China's overseas investment | ||
---|---|---|
Region | Total | Largest recipient of investment |
Source: IMF Stock of overseas direct investment (end 2011) | ||
Asia | $303.4bn | Hong Kong ($262bn) |
Latin America | $55.2bn | Cayman Islands ($21.7bn) |
Europe | $24.5bn | Russia ($3.8bn) |
Africa | $16.2bn | South Africa ($4.1bn) |
North America | $13.5bn | US ($9bn) |
Oceania | $12bn | Australia ($11bn) |
Chinese firms have to receive permission to invest overseas, as the country still controls capital movements. Thus, Chinese investments are driven by what can almost be described as "competitive disadvantage". That is, they invest where the Chinese economy needs bolstering.
So, it's not just resources but also technology and higher valued services - which is why the countries receiving the most investment (excepting places like Hong Kong or the Cayman Islands) are Australia, Singapore and the United States.
However, Chinese investment is not always popular in the countries receiving it. State-financed investment can generate a political backlash, as has been seen in Australia and the United States.
Plus, private Chinese firms can find it challenging to operate due to a lack of transparency as to what is state and what is private. This suggests an important area of reform for China, which is to make it clearer the sources of financing for its overseas deals and the ownership of Chinese companies.
Problem solves itself
Chances are, China won't be running the large trade surpluses of the past.
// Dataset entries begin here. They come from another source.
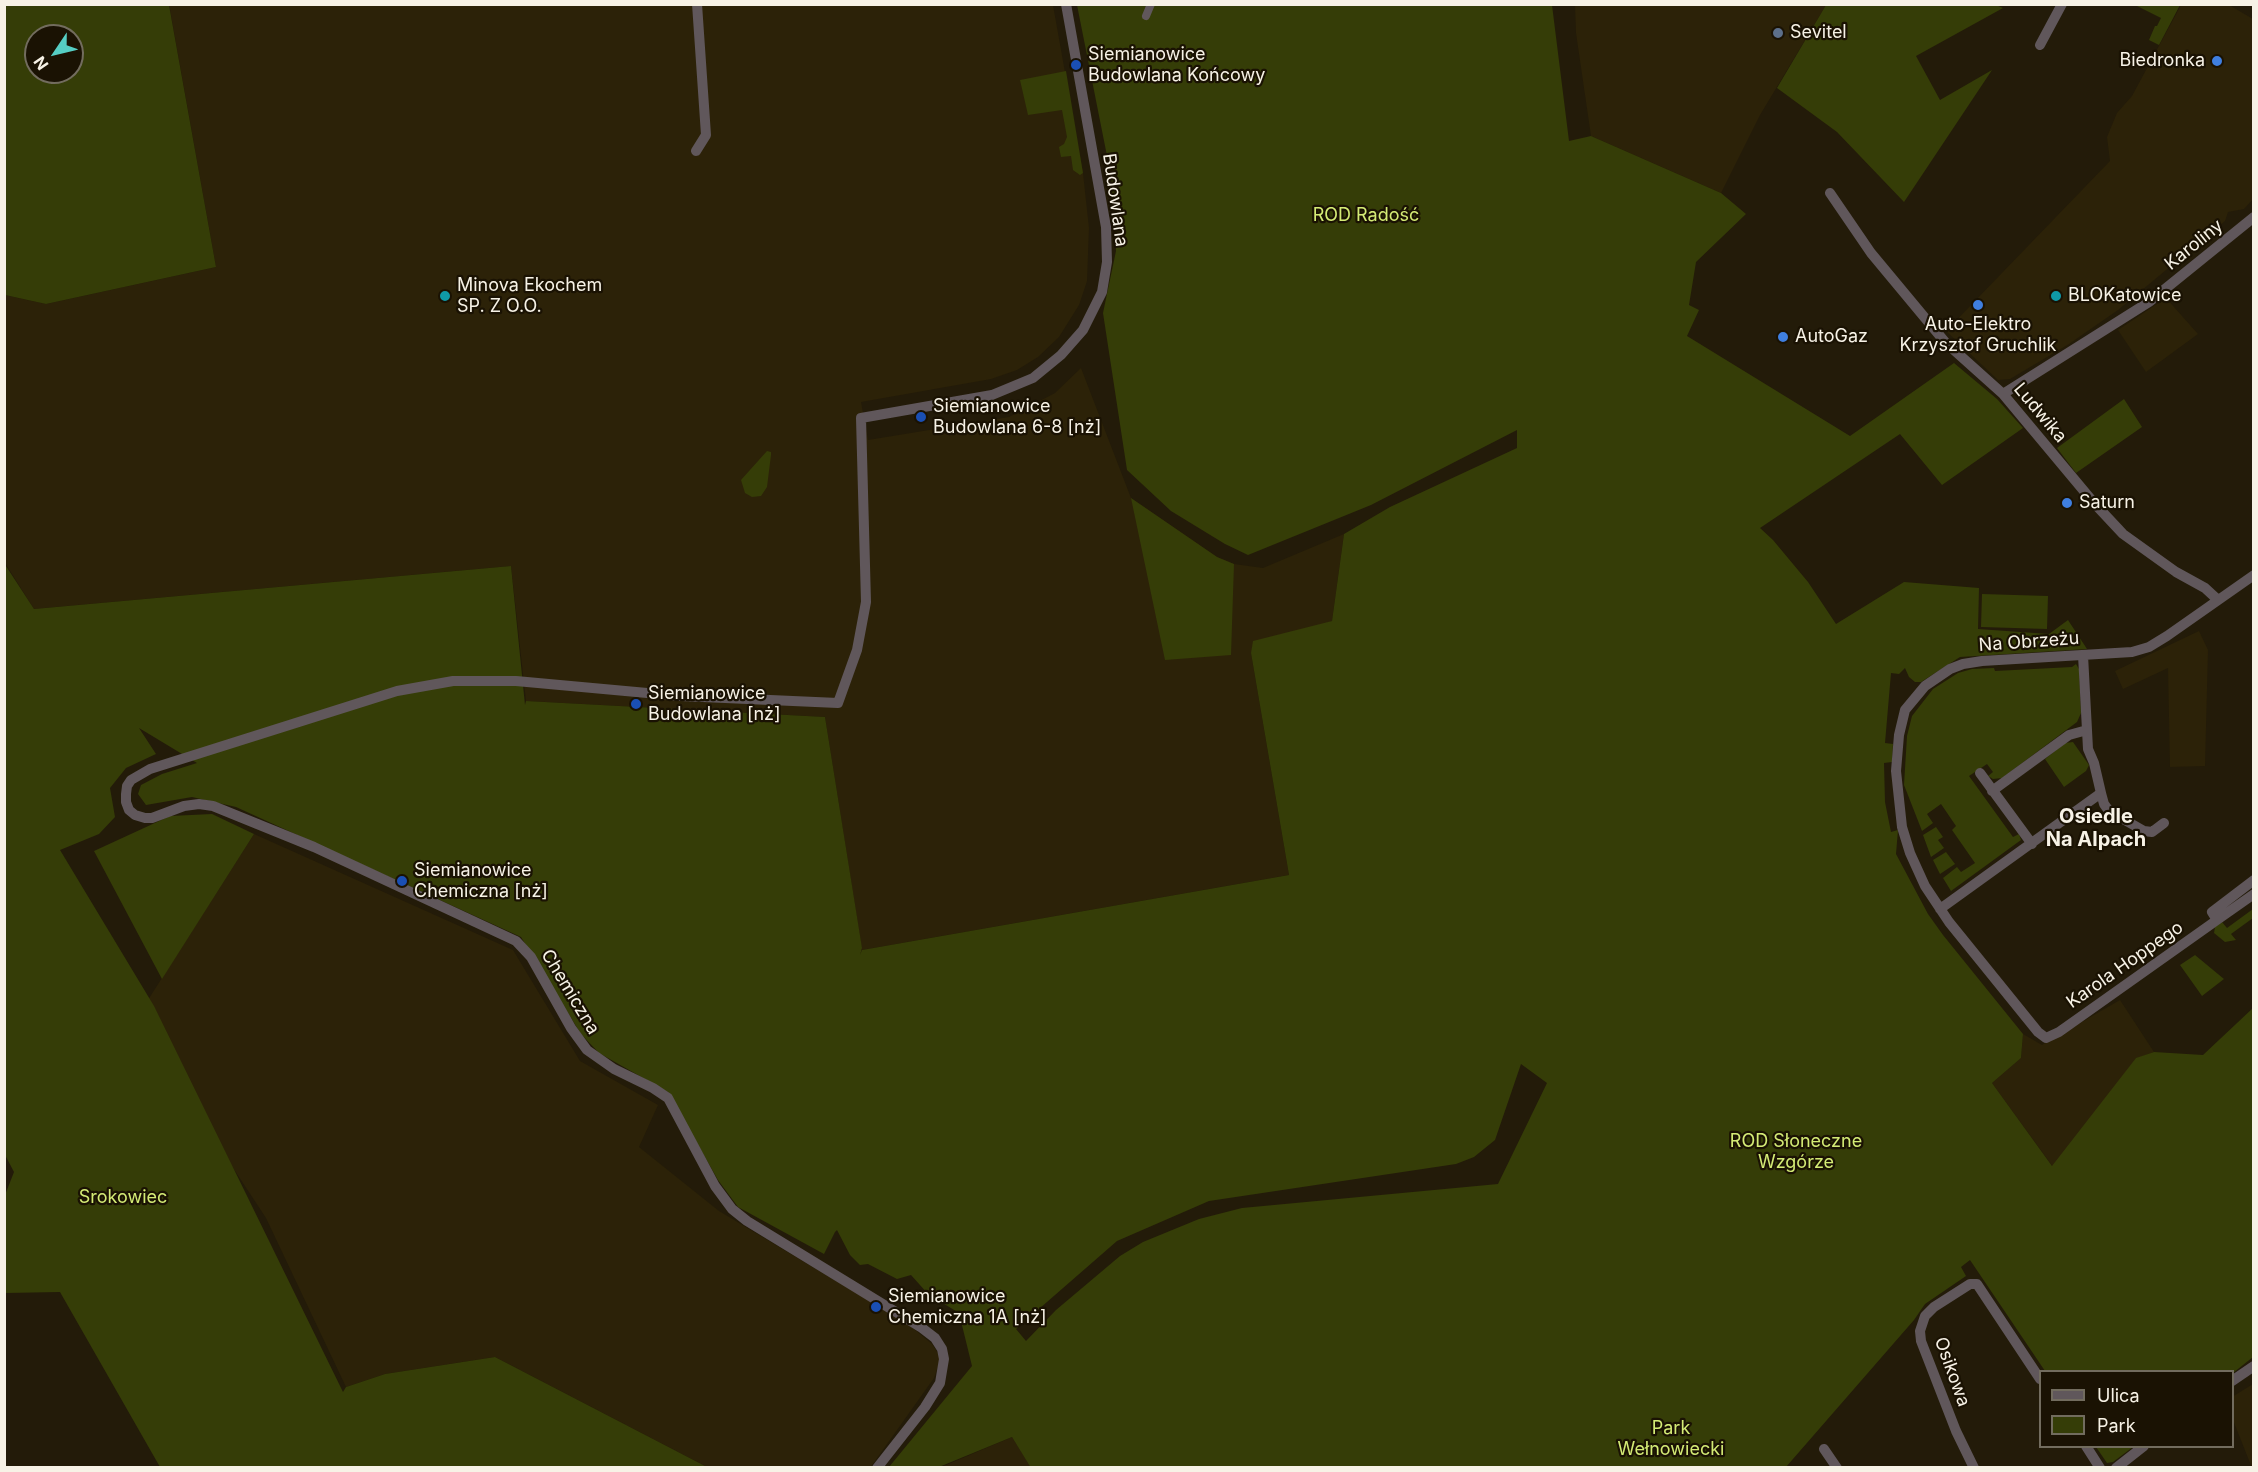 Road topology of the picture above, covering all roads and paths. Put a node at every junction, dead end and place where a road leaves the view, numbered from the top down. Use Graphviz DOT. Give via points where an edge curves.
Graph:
graph roads {
  1 [pos="697,4"];
  2 [pos="1066,4"];
  3 [pos="1151,4"];
  4 [pos="2062,4"];
  5 [pos="1146,16"];
  6 [pos="2040,45"];
  7 [pos="696,151"];
  8 [pos="1830,193"];
  9 [pos="2253,217"];
  10 [pos="2003,394"];
  11 [pos="2253,575"];
  12 [pos="2218,600"];
  13 [pos="2083,655"];
  14 [pos="2087,730"];
  15 [pos="1980,773"];
  16 [pos="136,775"];
  17 [pos="1992,790"];
  18 [pos="2101,793"];
  19 [pos="2164,823"];
  20 [pos="2032,844"];
  21 [pos="2253,880"];
  22 [pos="2253,894"];
  23 [pos="1940,909"];
  24 [pos="2217,920"];
  25 [pos="2053,1036"];
  26 [pos="2253,1366"];
  27 [pos="2039,1377"];
  28 [pos="2234,1380"];
  29 [pos="2087,1448"];
  30 [pos="2141,1448"];
  31 [pos="1824,1449"];
  32 [pos="877,1467"];
  33 [pos="1837,1467"];
  34 [pos="1974,1467"];
  35 [pos="2100,1467"];
  36 [pos="2116,1467"];
  1 -- 7 [label="street" via="706,135"];
  2 -- 16 [label="street, Budowlana" via="1106,227 1107,262 1102,292 1083,330 1046,368 1012,388 861,418 866,602 857,650 838,703 680,696 516,681 453,681 397,691"];
  3 -- 5 [label="street"];
  4 -- 6 [label="street"];
  8 -- 10 [label="street, Ludwika" via="1871,253 1945,342"];
  9 -- 10 [label="street, Karoliny" via="2149,302"];
  10 -- 12 [label="street, Ludwika" via="2123,534"];
  11 -- 12 [label="street"];
  12 -- 13 [label="street, Na Obrzeżu" via="2149,647"];
  13 -- 14 [label="street"];
  13 -- 23 [label="street, Na Obrzeżu" via="1963,664 1936,678 1910,701 1899,735 1896,771 1902,827 1916,867"];
  14 -- 17 [label="street" via="2069,735"];
  14 -- 18 [label="street" via="2088,749"];
  15 -- 17 [label="street"];
  16 -- 32 [label="street, Chemiczna" via="126,794 126,802 135,815 152,818 184,806 213,806 314,847 502,933 523,947 587,1050 668,1098 715,1186 732,1209 935,1338 944,1359 940,1383"];
  17 -- 20 [label="street"];
  18 -- 19 [label="street" via="2109,811 2144,831 2152,832"];
  18 -- 20 [label="street"];
  20 -- 23 [label="street"];
  21 -- 24 [label="street, Karola Hoppego" via="2212,912"];
  22 -- 24 [label="street, Karola Hoppego"];
  23 -- 25 [label="street, Na Obrzeżu" via="2038,1032 2046,1038"];
  24 -- 25 [label="street, Karola Hoppego"];
  26 -- 28 [label="street"];
  27 -- 34 [label="street, Osikowa" via="1977,1284 1970,1284 1925,1316 1920,1331 1922,1341"];
  29 -- 35 [label="street"];
  30 -- 36 [label="street"];
  31 -- 33 [label="street"];
} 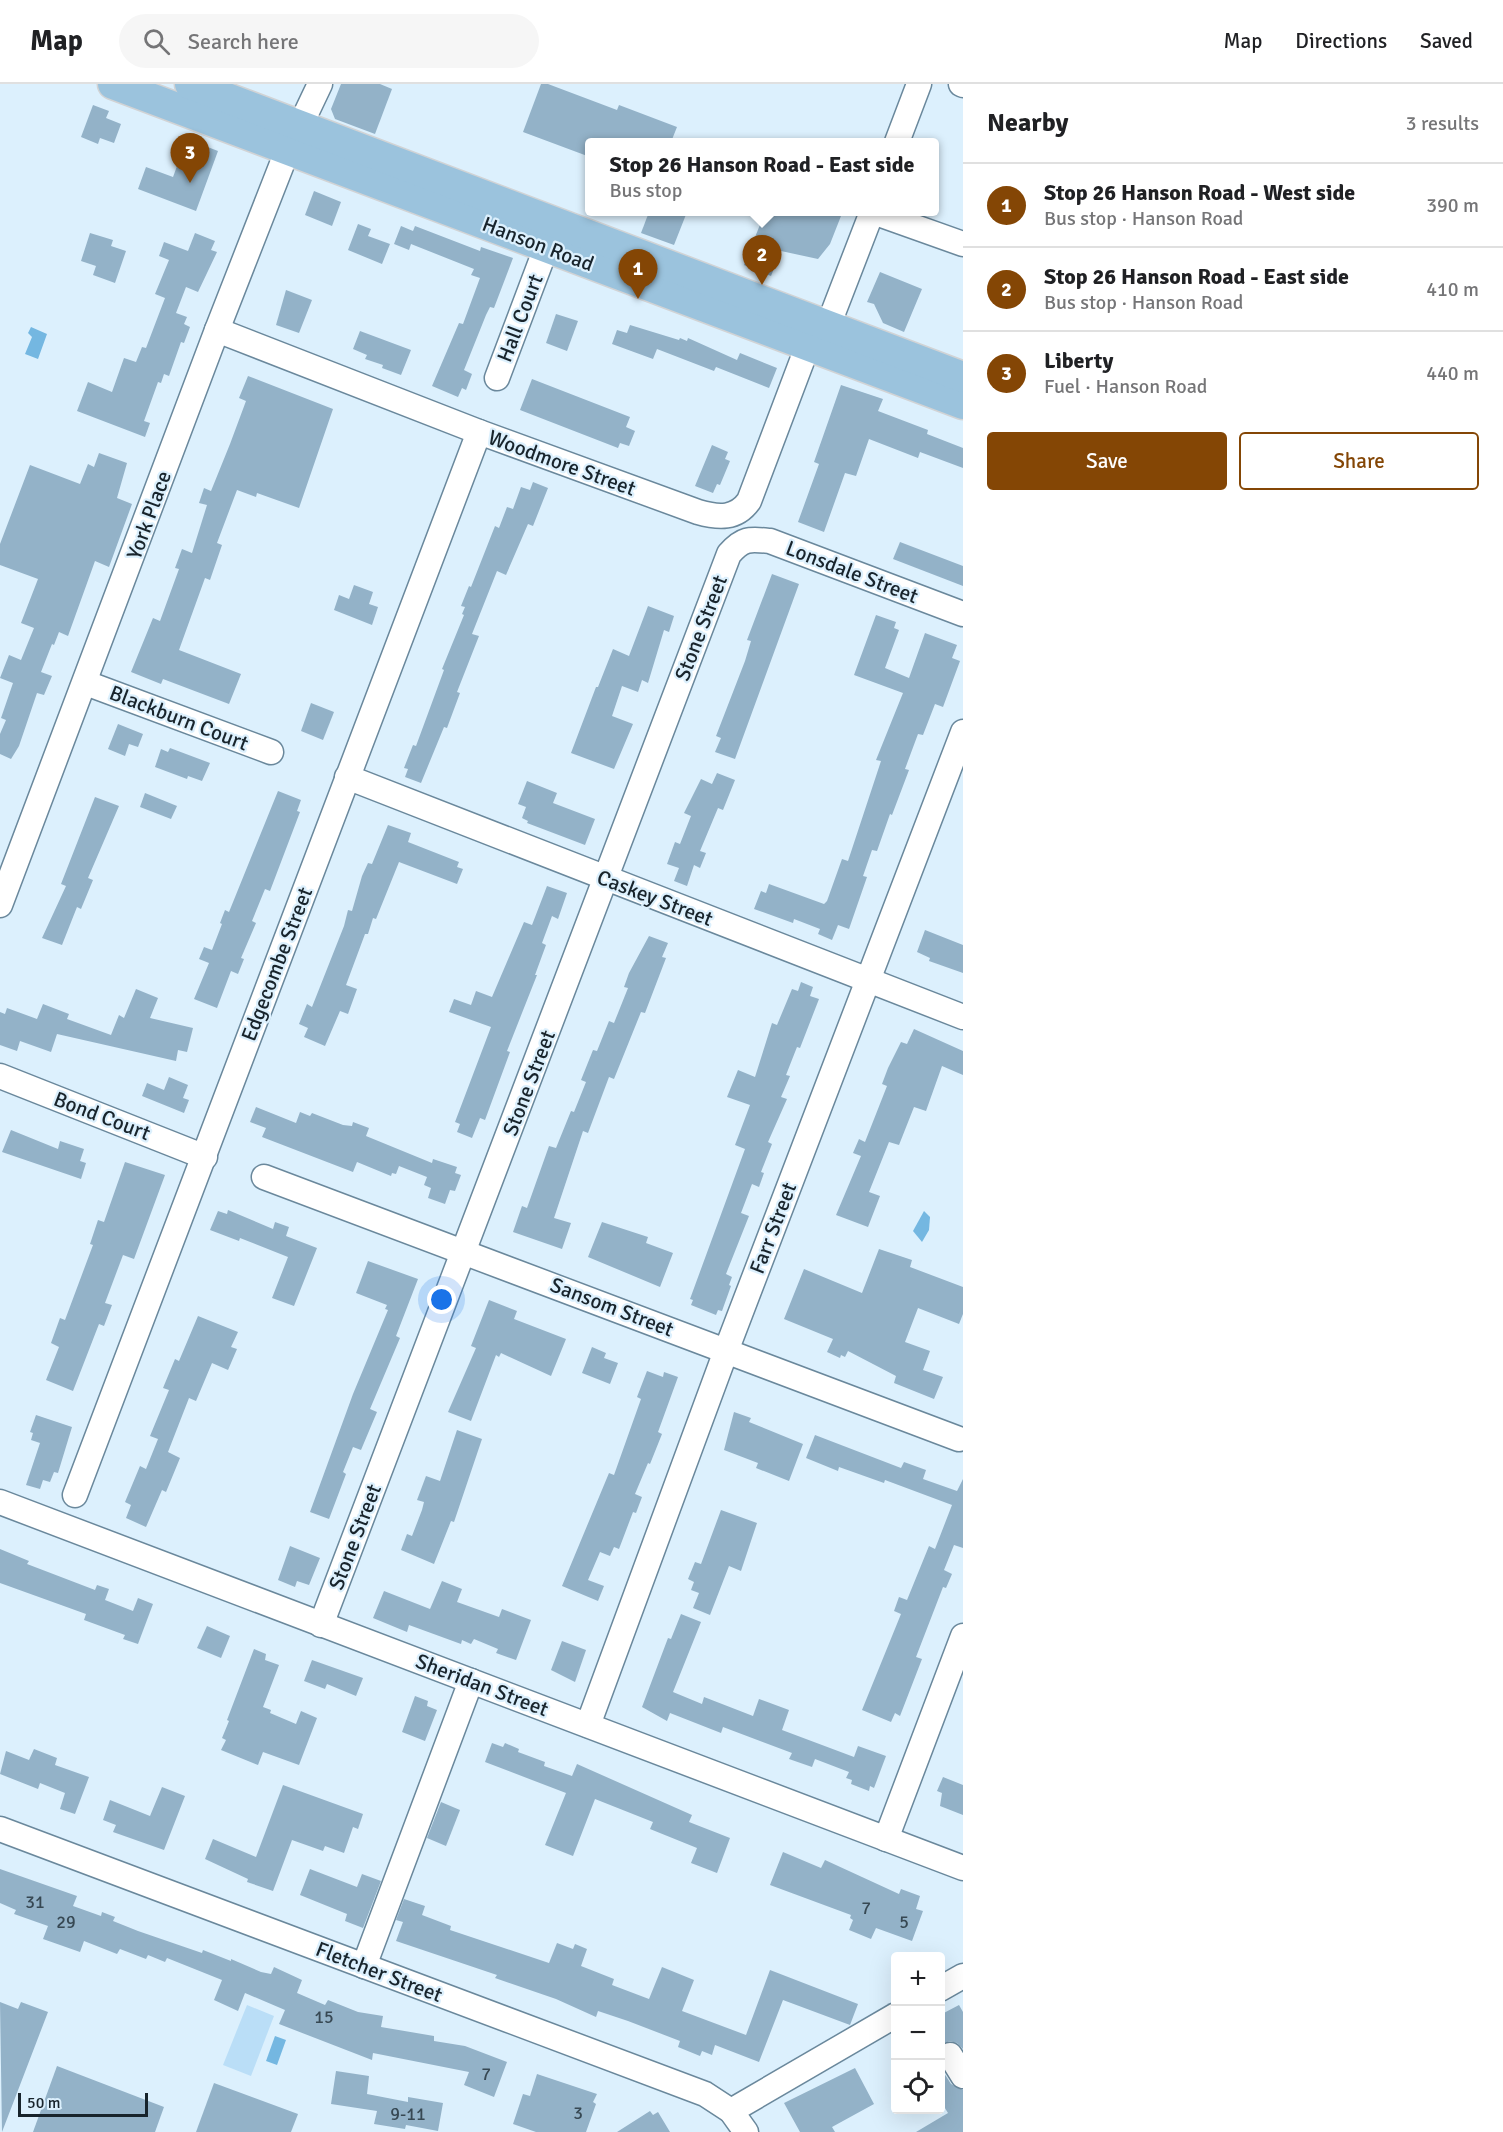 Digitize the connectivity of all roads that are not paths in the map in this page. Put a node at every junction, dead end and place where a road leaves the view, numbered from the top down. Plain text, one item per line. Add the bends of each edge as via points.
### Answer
1 (113, 84) edge
2 (190, 84) edge
3 (320, 84) edge
4 (919, 84) edge
5 (296, 138) junction
6 (899, 138) edge
7 (870, 216) edge
8 (883, 216) edge
9 (551, 235) junction
10 (963, 244) edge
11 (217, 330) junction
12 (818, 336) junction
13 (963, 377) edge
14 (497, 378) dead end
15 (963, 404) edge
16 (479, 432) junction
17 (739, 543) joint
18 (963, 614) edge
19 (86, 683) junction
20 (963, 732) edge
21 (271, 752) dead end
22 (347, 777) junction
23 (606, 879) junction
24 (0, 905) edge
25 (868, 981) junction
26 (963, 1017) edge
27 (0, 1076) edge
28 (205, 1157) junction
29 (264, 1177) dead end
30 (465, 1251) junction
31 (726, 1351) junction
32 (959, 1439) dead end
33 (75, 1495) dead end
34 (0, 1502) edge
35 (321, 1625) junction
36 (963, 1636) edge
37 (471, 1681) junction
38 (588, 1725) junction
39 (0, 1829) edge
40 (886, 1839) junction
41 (963, 1868) edge
42 (364, 1966) junction
43 (963, 1976) edge
44 (945, 1986) edge
45 (891, 2018) edge
46 (950, 2055) dead end
47 (963, 2076) edge
48 (731, 2111) junction
49 (746, 2132) edge

1 - 5 main road, Hanson Road
2 - 5 main road, Hanson Road
3 - 5 street, York Place
4 - 6 street
5 - 9 main road, Hanson Road
5 - 11 street, York Place
7 - 12 street, Woodmore Street
8 - 10 street
9 - 12 main road, Hanson Road
9 - 14 street, Hall Court
11 - 16 street, Woodmore Street
11 - 19 street, York Place
12 - 13 main road, Hanson Road
12 - 15 main road, Hanson Road
12 - 16 street, Woodmore Street via 749,501 733,515 698,512
16 - 22 street, Edgecombe Street
17 - 18 street, Lonsdale Street via 753,539 770,541
17 - 23 street, Stone Street via 729,554
19 - 21 street, Blackburn Court
19 - 24 street, York Place
20 - 25 street, Farr Street
22 - 23 street, Caskey Street
22 - 28 street, Edgecombe Street
23 - 25 street, Caskey Street
23 - 30 street, Stone Street
25 - 26 street, Caskey Street
25 - 31 street, Farr Street
27 - 28 street, Bond Court
28 - 33 street, Edgecombe Street
29 - 30 street, Sansom Street
30 - 31 street, Sansom Street
30 - 35 street, Stone Street
31 - 32 street, Sansom Street
31 - 38 street, Farr Street
34 - 35 street, Sheridan Street
35 - 37 street, Sheridan Street
36 - 40 street
37 - 38 street, Sheridan Street
37 - 42 street
38 - 40 street, Sheridan Street
39 - 42 street, Fletcher Street
40 - 41 street, Sheridan Street
42 - 48 street, Fletcher Street via 705,2094
43 - 44 street
45 - 48 street
46 - 47 street
48 - 49 street, Fletcher Street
Last year, the surplus fell to less than 3% of GDP from the over 10% reached before the 2008 global financial crisis. They won't sell as much to overseas markets as those economies slowly recover, so China is unlikely to accumulate reserves to the same extent as before.
It also means that it will be more important for Chinese overseas investment to be accepted since China will rely more on having productive and competitive multinational firms to grow. And those firms may increasingly need to raise financing on a more competitive basis.
What is clear that we will see Chinese companies increasingly on the global stage. Their success will matter not only for the companies, but also for the country's continuing growth.